LINCOLN PARK — The students at Francis W. Parker School are ready for their new library — and how.
Students "oohed" and "ahhed" at renderings of the library during an assembly last week as the library prepared to close for construction to begin next month.
The library begins a $5 million renovation that's been three years in the making. It's expected to "integrate the use of technology into curriculum and vice versa," according to the school's tech specialist Sarah Beebe, and offer maximum flexibility and adaptability for future technological advances.
As conceived by Trung Le of Wonder, By Design, it will include circular reading nooks students can crawl into with a book, a Lego table, bookshelves on coasters allowing them to be moved to create open space and noise-reduction panels in the ceiling.

This is not an old-school library, and rules have been relaxed to allow conversation. Rooms and other spaces can be closed off lend themselves to instruction and small meetings.

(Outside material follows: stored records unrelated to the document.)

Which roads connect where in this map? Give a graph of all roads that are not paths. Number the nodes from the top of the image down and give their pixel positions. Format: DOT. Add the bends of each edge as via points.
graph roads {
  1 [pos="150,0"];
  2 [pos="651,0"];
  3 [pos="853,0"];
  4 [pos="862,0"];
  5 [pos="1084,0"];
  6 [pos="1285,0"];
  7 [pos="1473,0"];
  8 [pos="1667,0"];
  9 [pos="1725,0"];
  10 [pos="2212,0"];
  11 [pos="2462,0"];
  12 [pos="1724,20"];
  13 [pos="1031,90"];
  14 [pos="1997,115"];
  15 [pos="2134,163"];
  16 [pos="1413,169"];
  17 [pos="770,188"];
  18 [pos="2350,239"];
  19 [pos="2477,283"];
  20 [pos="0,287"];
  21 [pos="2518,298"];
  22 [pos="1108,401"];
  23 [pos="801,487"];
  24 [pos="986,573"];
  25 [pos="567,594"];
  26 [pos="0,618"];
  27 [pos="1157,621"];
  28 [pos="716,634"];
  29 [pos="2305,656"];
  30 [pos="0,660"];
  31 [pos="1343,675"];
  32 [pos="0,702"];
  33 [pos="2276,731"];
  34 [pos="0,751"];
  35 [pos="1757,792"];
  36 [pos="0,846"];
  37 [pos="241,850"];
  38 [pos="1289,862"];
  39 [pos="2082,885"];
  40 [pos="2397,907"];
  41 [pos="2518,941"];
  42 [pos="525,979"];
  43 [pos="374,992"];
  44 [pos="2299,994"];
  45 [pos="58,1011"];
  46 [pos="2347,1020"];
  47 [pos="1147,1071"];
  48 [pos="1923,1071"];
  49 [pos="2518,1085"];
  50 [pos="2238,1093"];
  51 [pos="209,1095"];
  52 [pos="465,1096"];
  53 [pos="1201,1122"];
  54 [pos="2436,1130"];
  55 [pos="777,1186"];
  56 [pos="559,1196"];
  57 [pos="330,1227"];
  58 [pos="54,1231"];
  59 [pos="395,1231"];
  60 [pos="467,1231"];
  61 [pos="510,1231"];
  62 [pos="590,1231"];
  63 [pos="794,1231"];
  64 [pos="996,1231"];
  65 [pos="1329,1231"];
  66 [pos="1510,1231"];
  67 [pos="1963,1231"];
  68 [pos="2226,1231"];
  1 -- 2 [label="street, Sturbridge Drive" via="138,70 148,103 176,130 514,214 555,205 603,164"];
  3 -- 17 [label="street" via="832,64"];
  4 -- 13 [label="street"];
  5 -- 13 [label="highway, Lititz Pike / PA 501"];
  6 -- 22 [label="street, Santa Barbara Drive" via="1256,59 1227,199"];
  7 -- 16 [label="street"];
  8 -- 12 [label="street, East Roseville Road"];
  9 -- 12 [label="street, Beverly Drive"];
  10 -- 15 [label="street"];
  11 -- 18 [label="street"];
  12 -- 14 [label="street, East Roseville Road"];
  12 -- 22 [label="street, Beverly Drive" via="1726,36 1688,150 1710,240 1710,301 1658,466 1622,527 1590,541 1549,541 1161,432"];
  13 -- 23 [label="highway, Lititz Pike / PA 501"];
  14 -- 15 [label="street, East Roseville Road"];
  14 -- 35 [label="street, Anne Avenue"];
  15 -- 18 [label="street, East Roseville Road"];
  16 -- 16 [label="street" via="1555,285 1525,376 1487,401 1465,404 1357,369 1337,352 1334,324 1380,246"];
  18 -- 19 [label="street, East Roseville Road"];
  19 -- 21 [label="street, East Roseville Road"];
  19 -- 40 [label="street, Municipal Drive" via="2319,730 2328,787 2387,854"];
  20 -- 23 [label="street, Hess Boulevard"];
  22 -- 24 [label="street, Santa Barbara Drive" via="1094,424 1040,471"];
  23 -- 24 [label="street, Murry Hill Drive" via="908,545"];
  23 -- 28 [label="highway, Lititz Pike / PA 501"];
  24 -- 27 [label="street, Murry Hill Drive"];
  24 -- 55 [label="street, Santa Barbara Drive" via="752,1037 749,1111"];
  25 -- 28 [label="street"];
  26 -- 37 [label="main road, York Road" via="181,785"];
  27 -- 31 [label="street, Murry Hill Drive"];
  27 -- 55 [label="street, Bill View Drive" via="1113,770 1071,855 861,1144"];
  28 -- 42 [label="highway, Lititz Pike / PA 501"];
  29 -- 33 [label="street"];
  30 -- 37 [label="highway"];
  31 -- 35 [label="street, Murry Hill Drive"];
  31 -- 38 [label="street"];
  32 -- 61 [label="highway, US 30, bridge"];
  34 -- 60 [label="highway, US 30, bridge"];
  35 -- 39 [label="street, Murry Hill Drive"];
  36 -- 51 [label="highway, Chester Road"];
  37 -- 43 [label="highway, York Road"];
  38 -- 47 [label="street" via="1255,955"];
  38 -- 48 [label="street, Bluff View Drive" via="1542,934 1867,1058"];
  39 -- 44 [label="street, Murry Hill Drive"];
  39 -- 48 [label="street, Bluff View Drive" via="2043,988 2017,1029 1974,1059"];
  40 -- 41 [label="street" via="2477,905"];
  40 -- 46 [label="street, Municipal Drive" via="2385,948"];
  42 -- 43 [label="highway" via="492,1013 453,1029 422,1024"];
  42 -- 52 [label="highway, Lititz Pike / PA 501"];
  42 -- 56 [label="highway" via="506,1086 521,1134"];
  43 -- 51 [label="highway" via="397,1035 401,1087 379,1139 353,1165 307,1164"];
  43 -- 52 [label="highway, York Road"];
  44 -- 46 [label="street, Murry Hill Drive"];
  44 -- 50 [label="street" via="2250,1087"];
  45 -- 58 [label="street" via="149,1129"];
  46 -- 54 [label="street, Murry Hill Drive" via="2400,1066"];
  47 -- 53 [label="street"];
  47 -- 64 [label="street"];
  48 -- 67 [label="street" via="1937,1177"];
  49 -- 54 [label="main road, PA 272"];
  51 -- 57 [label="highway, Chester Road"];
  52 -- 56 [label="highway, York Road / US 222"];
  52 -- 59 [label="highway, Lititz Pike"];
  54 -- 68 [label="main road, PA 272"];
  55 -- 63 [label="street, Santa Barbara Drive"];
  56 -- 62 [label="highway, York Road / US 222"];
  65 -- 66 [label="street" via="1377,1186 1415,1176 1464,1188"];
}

It will have "living green walls," with ivy at the entrance, and an open-air porch known as "the Cloud," overlooking Parker's turf field.
"The community really stepped up to make all this happen," with a fundraising effort that left operational funds untouched, Beebe said.
She added that it was critical for the school to stay abreast of technological advances, and pointed to how students were already using devices like 3-D printers in the library to make projects such as a Roman colosseum constructed of paper.
Parker, at 330 W. Webster Ave., is considered one of the city's leading private schools with 14 grades running through high school and a current enrollment of 934 students.
The new library is expected to be ready for the start of the next school year.